··· Stored data

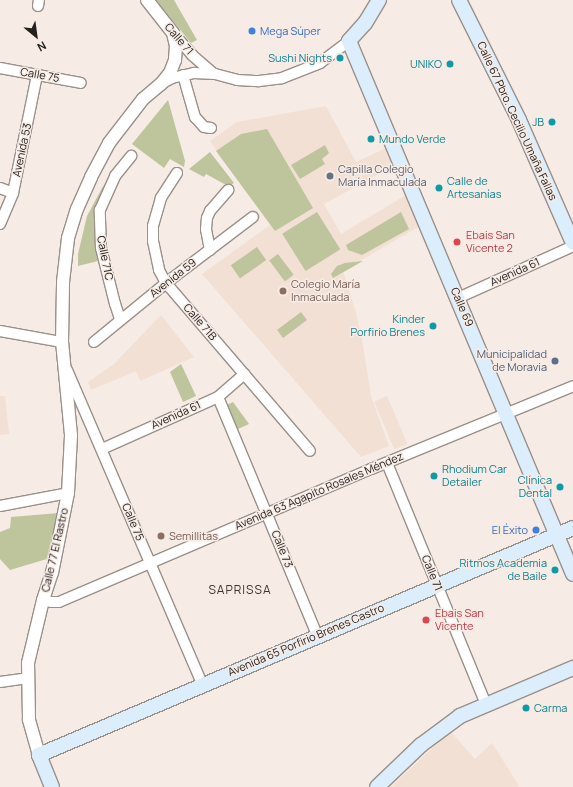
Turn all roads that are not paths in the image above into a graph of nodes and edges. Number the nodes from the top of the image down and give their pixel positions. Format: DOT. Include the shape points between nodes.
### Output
graph roads {
  1 [pos="147,0"];
  2 [pos="379,0"];
  3 [pos="459,0"];
  4 [pos="173,33"];
  5 [pos="349,41"];
  6 [pos="0,68"];
  7 [pos="215,74"];
  8 [pos="37,75"];
  9 [pos="183,75"];
  10 [pos="81,83"];
  11 [pos="161,84"];
  12 [pos="211,128"];
  13 [pos="131,156"];
  14 [pos="177,173"];
  15 [pos="0,188"];
  16 [pos="228,190"];
  17 [pos="13,194"];
  18 [pos="254,216"];
  19 [pos="0,224"];
  20 [pos="573,243"];
  21 [pos="573,246"];
  22 [pos="210,250"];
  23 [pos="166,283"];
  24 [pos="458,298"];
  25 [pos="120,319"];
  26 [pos="0,332"];
  27 [pos="62,342"];
  28 [pos="94,342"];
  29 [pos="63,360"];
  30 [pos="244,374"];
  31 [pos="573,386"];
  32 [pos="218,397"];
  33 [pos="506,413"];
  34 [pos="102,449"];
  35 [pos="310,451"];
  36 [pos="386,463"];
  37 [pos="68,493"];
  38 [pos="0,506"];
  39 [pos="267,513"];
  40 [pos="573,528"];
  41 [pos="557,534"];
  42 [pos="151,562"];
  43 [pos="573,574"];
  44 [pos="437,585"];
  45 [pos="43,600"];
  46 [pos="317,636"];
  47 [pos="573,668"];
  48 [pos="28,678"];
  49 [pos="0,682"];
  50 [pos="202,684"];
  51 [pos="486,704"];
  52 [pos="39,755"];
  53 [pos="52,787"];
  54 [pos="377,787"];
  1 -- 4 [label="street, Calle 71"];
  2 -- 5 [label="main road" via="365,23"];
  3 -- 20 [label="main road, Calle 67 Pbro. Cecilio Umaña Fallas" via="519,120"];
  4 -- 7 [label="street, Calle 71" via="192,55"];
  4 -- 11 [label="street, Calle 77 El Rastro" via="176,60"];
  5 -- 7 [label="street" via="320,63 282,78 259,81"];
  5 -- 24 [label="main road, Calle 69"];
  6 -- 8 [label="street, Calle 75"];
  7 -- 9 [label="street"];
  8 -- 10 [label="street, Calle 75"];
  8 -- 17 [label="street, Avenida 53"];
  9 -- 11 [label="street"];
  9 -- 12 [label="street" via="195,117 204,127"];
  11 -- 27 [label="street, Calle 77 El Rastro" via="144,99 109,143 77,209 68,238 63,282"];
  13 -- 25 [label="street, Calle 71C" via="115,176 100,210 101,248"];
  14 -- 23 [label="street, Calle 71B" via="161,198 153,226 155,256"];
  15 -- 17 [label="street"];
  16 -- 22 [label="street" via="210,210 207,218 206,229"];
  17 -- 19 [label="street, Avenida 53"];
  18 -- 22 [label="street, Avenida 59"];
  21 -- 24 [label="street, Avenida 61"];
  22 -- 23 [label="street, Avenida 59"];
  23 -- 25 [label="street, Avenida 59"];
  23 -- 30 [label="street, Calle 71B"];
  24 -- 33 [label="main road, Calle 69"];
  25 -- 28 [label="street, Avenida 59"];
  26 -- 27 [label="street"];
  27 -- 29 [label="street, Calle 77 El Rastro"];
  29 -- 34 [label="street, Calle 75"];
  29 -- 37 [label="street, Calle 77 El Rastro" via="71,435"];
  30 -- 32 [label="street, Avenida 61"];
  30 -- 35 [label="street, Calle 71B"];
  31 -- 33 [label="street, Avenida 63 Agapito Rosales Méndez"];
  32 -- 34 [label="street, Avenida 61"];
  32 -- 39 [label="street, Calle 73"];
  33 -- 36 [label="street, Avenida 63 Agapito Rosales Méndez"];
  33 -- 41 [label="main road, Calle 69"];
  34 -- 42 [label="street, Calle 75"];
  36 -- 39 [label="street, Avenida 63 Agapito Rosales Méndez"];
  36 -- 44 [label="street, Calle 71"];
  37 -- 38 [label="street"];
  37 -- 45 [label="street, Calle 77 El Rastro" via="52,573"];
  39 -- 42 [label="street, Avenida 63 Agapito Rosales Méndez"];
  39 -- 46 [label="street, Calle 73"];
  40 -- 41 [label="main road, Avenida 65 Porfirio Brenes Castro"];
  41 -- 43 [label="main road, Calle 69"];
  41 -- 44 [label="main road, Avenida 65 Porfirio Brenes Castro"];
  42 -- 45 [label="street, Avenida 63 Agapito Rosales Méndez" via="59,602"];
  42 -- 50 [label="street, Calle 75"];
  44 -- 46 [label="main road, Avenida 65 Porfirio Brenes Castro"];
  44 -- 51 [label="street, Calle 71"];
  45 -- 48 [label="street, Calle 77 El Rastro" via="28,663"];
  46 -- 50 [label="main road, Avenida 65 Porfirio Brenes Castro"];
  47 -- 51 [label="main road"];
  48 -- 49 [label="street"];
  48 -- 52 [label="street, Calle 77 El Rastro" via="29,719"];
  50 -- 52 [label="main road, Avenida 65 Porfirio Brenes Castro"];
  51 -- 54 [label="main road" via="460,716 436,732"];
  52 -- 53 [label="main road"];
}
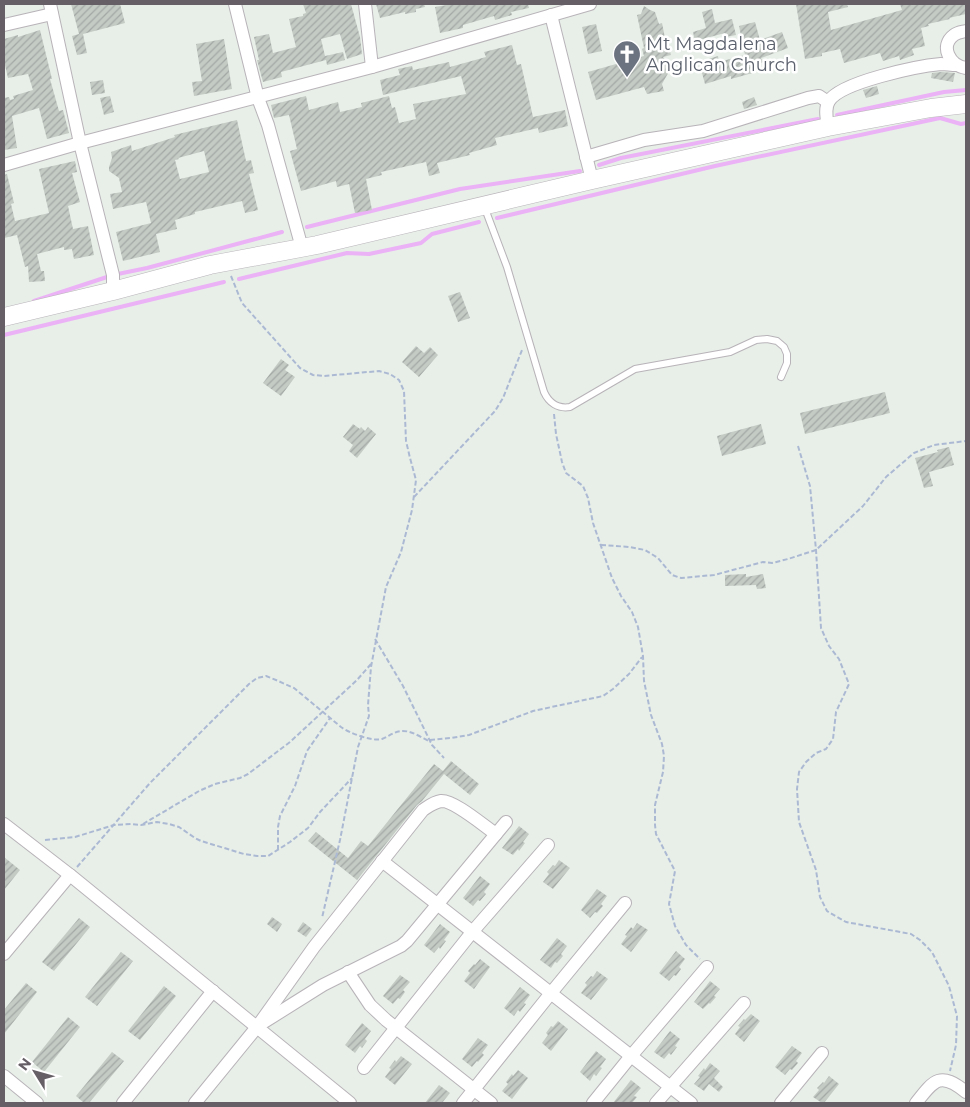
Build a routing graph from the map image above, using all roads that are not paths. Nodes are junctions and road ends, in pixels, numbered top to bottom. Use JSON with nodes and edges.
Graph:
{"nodes":[{"id":1,"x":235,"y":4,"type":"edge"},
{"id":2,"x":365,"y":4,"type":"edge"},
{"id":3,"x":590,"y":4,"type":"edge"},
{"id":4,"x":51,"y":9,"type":"edge"},
{"id":5,"x":551,"y":15,"type":"junction"},
{"id":6,"x":4,"y":25,"type":"edge"},
{"id":7,"x":966,"y":31,"type":"edge"},
{"id":8,"x":372,"y":67,"type":"junction"},
{"id":9,"x":961,"y":67,"type":"edge"},
{"id":10,"x":258,"y":98,"type":"junction"},
{"id":11,"x":828,"y":102,"type":"junction"},
{"id":12,"x":966,"y":104,"type":"edge"},
{"id":13,"x":828,"y":127,"type":"junction"},
{"id":14,"x":80,"y":143,"type":"junction"},
{"id":15,"x":586,"y":157,"type":"junction"},
{"id":16,"x":4,"y":165,"type":"edge"},
{"id":17,"x":592,"y":180,"type":"junction"},
{"id":18,"x":484,"y":205,"type":"junction"},
{"id":19,"x":302,"y":248,"type":"junction"},
{"id":20,"x":113,"y":291,"type":"junction"},
{"id":21,"x":4,"y":317,"type":"edge"},
{"id":22,"x":782,"y":377,"type":"dead end"},
{"id":23,"x":506,"y":822,"type":"dead end"},
{"id":24,"x":4,"y":824,"type":"edge"},
{"id":25,"x":496,"y":834,"type":"junction"},
{"id":26,"x":548,"y":845,"type":"dead end"},
{"id":27,"x":382,"y":861,"type":"junction"},
{"id":28,"x":70,"y":875,"type":"junction"},
{"id":29,"x":625,"y":903,"type":"dead end"},
{"id":30,"x":438,"y":904,"type":"junction"},
{"id":31,"x":473,"y":931,"type":"junction"},
{"id":32,"x":4,"y":954,"type":"edge"},
{"id":33,"x":707,"y":967,"type":"road end"},
{"id":34,"x":348,"y":972,"type":"junction"},
{"id":35,"x":213,"y":991,"type":"junction"},
{"id":36,"x":551,"y":993,"type":"junction"},
{"id":37,"x":744,"y":1003,"type":"dead end"},
{"id":38,"x":257,"y":1027,"type":"junction"},
{"id":39,"x":397,"y":1028,"type":"junction"},
{"id":40,"x":822,"y":1053,"type":"dead end"},
{"id":41,"x":632,"y":1056,"type":"junction"},
{"id":42,"x":364,"y":1068,"type":"dead end"},
{"id":43,"x":4,"y":1076,"type":"edge"},
{"id":44,"x":670,"y":1087,"type":"junction"},
{"id":45,"x":473,"y":1090,"type":"junction"},
{"id":46,"x":966,"y":1092,"type":"edge"},
{"id":47,"x":37,"y":1103,"type":"edge"},
{"id":48,"x":123,"y":1103,"type":"edge"},
{"id":49,"x":195,"y":1103,"type":"edge"},
{"id":50,"x":350,"y":1103,"type":"edge"},
{"id":51,"x":463,"y":1103,"type":"edge"},
{"id":52,"x":492,"y":1103,"type":"edge"},
{"id":53,"x":593,"y":1103,"type":"edge"},
{"id":54,"x":656,"y":1103,"type":"edge"},
{"id":55,"x":691,"y":1103,"type":"edge"},
{"id":56,"x":781,"y":1103,"type":"edge"},
{"id":57,"x":916,"y":1103,"type":"edge"}],
"edges":[{"from":1,"to":10,"type":"street"},
{"from":2,"to":8,"type":"street"},
{"from":3,"to":5,"type":"street"},
{"from":4,"to":6,"type":"street"},
{"from":4,"to":14,"type":"street"},
{"from":5,"to":8,"type":"street"},
{"from":5,"to":15,"type":"street"},
{"from":7,"to":9,"type":"street"},
{"from":8,"to":10,"type":"street"},
{"from":9,"to":11,"type":"street"},
{"from":10,"to":14,"type":"street"},
{"from":10,"to":19,"type":"street"},
{"from":11,"to":13,"type":"street"},
{"from":11,"to":15,"type":"street"},
{"from":12,"to":13,"type":"main road"},
{"from":13,"to":17,"type":"main road"},
{"from":14,"to":16,"type":"street"},
{"from":14,"to":20,"type":"street"},
{"from":15,"to":17,"type":"street"},
{"from":17,"to":18,"type":"main road"},
{"from":18,"to":19,"type":"main road"},
{"from":18,"to":22,"type":"lane"},
{"from":19,"to":20,"type":"main road"},
{"from":20,"to":21,"type":"main road"},
{"from":23,"to":25,"type":"street"},
{"from":24,"to":28,"type":"street"},
{"from":25,"to":27,"type":"street"},
{"from":25,"to":30,"type":"street"},
{"from":26,"to":31,"type":"street"},
{"from":27,"to":30,"type":"street"},
{"from":27,"to":38,"type":"street"},
{"from":28,"to":32,"type":"street"},
{"from":28,"to":35,"type":"street"},
{"from":29,"to":36,"type":"street"},
{"from":30,"to":31,"type":"street"},
{"from":30,"to":34,"type":"street"},
{"from":31,"to":36,"type":"street"},
{"from":31,"to":39,"type":"street"},
{"from":33,"to":41,"type":"street"},
{"from":34,"to":38,"type":"street"},
{"from":34,"to":39,"type":"street"},
{"from":35,"to":38,"type":"street"},
{"from":35,"to":48,"type":"street"},
{"from":36,"to":41,"type":"street"},
{"from":36,"to":45,"type":"street"},
{"from":37,"to":44,"type":"street"},
{"from":38,"to":49,"type":"street"},
{"from":38,"to":50,"type":"street"},
{"from":39,"to":42,"type":"street"},
{"from":39,"to":45,"type":"street"},
{"from":40,"to":56,"type":"street"},
{"from":41,"to":44,"type":"street"},
{"from":41,"to":53,"type":"street"},
{"from":43,"to":47,"type":"street"},
{"from":44,"to":54,"type":"street"},
{"from":44,"to":55,"type":"street"},
{"from":45,"to":51,"type":"street"},
{"from":45,"to":52,"type":"street"},
{"from":46,"to":57,"type":"street"}]}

······

How many lines of the material above hold "Méndez"? Answer with that number alone.

5